David Haussler

Title of Talk

 

Molecular evolution and cancer genomics

 

 

Biography

 

Investigator, Howard Hughes Medical Institute
Professor, Biomolecular Engineering, University of California, Santa Cruz
Scientific Co-Director, California Institute for Quantitative Biosciences (QB3)
Director, Center for Biomolecular Science & Engineering

David Haussler’s research lies at the interface of mathematics, computer science, and molecular biology. He develops new statistical and algorithmic methods to explore the molecular evolution of the human genome, integrating cross-species comparative and high-throughput genomics data to study gene structure, function, and regulation. His recent research sheds light on the possible functionality of what was once considered to be “junk” DNA, and his lab has identified and explored the function of genomic elements that have remained conserved for millions of years and then undergone rapid evolution in newer species. He has also begun to computationally reconstruct the genome of the ancestor common to placental mammals.

As a collaborator on the international Human Genome Project, his team posted the first publicly available computational assembly of the human genome sequence on the internet—the precursor to the UCSC Genome Browser (http://genome.ucsc.edu), a web-based tool that is used extensively in biomedical research.

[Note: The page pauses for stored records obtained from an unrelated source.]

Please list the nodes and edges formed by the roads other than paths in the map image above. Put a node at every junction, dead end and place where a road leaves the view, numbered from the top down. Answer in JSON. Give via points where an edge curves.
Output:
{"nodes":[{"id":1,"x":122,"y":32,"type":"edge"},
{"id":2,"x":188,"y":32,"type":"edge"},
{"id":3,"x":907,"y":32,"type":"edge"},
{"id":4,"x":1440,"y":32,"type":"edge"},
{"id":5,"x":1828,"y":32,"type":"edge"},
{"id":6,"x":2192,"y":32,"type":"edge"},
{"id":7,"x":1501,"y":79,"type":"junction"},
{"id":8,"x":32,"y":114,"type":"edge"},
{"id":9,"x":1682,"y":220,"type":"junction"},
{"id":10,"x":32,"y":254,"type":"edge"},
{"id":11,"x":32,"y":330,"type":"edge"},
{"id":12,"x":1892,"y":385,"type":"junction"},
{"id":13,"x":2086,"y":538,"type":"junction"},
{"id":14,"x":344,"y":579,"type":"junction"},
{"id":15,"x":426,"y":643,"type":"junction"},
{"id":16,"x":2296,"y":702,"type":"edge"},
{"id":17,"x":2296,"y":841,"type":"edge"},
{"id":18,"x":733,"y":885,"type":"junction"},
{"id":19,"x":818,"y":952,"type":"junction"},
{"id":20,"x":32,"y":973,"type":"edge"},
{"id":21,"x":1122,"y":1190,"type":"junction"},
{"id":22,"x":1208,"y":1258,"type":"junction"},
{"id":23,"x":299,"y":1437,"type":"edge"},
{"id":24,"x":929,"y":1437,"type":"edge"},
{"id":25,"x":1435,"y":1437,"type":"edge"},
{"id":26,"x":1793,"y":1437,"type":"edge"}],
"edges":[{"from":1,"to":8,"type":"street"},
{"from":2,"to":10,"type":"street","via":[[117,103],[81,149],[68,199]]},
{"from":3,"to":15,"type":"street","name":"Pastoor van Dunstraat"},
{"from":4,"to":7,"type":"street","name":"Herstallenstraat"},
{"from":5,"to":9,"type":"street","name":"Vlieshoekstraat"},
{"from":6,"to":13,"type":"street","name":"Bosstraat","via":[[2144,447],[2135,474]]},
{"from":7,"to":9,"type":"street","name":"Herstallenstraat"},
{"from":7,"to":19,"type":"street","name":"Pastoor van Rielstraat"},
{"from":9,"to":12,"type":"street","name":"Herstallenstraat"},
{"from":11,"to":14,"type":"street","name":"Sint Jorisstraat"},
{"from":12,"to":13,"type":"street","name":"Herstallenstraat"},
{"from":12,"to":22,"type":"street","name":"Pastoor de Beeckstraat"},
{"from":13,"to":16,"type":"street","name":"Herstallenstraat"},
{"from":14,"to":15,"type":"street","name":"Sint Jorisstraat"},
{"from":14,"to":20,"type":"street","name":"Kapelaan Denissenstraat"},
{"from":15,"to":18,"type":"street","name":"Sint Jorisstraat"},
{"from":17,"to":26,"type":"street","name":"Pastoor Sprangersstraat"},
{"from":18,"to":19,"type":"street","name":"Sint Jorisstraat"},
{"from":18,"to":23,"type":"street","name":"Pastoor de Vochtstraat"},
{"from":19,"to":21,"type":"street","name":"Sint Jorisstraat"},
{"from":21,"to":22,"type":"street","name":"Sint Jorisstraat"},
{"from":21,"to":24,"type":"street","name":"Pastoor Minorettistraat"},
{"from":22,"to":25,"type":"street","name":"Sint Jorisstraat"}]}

Haussler received his PhD in computer science from the University of Colorado at Boulder. He is a member of the National Academy of Sciences and the American Academy of Arts and Sciences and a fellow of AAAS and AAAI. He has won a number of awards, including the 2008 Senior Scientist Accomplishment Award from the International Society for Computational Biology (ISCB), the 2006 Dickson Prize for Science from Carnegie Mellon University, and the 2003 ACM/AAAI Allen Newell Award.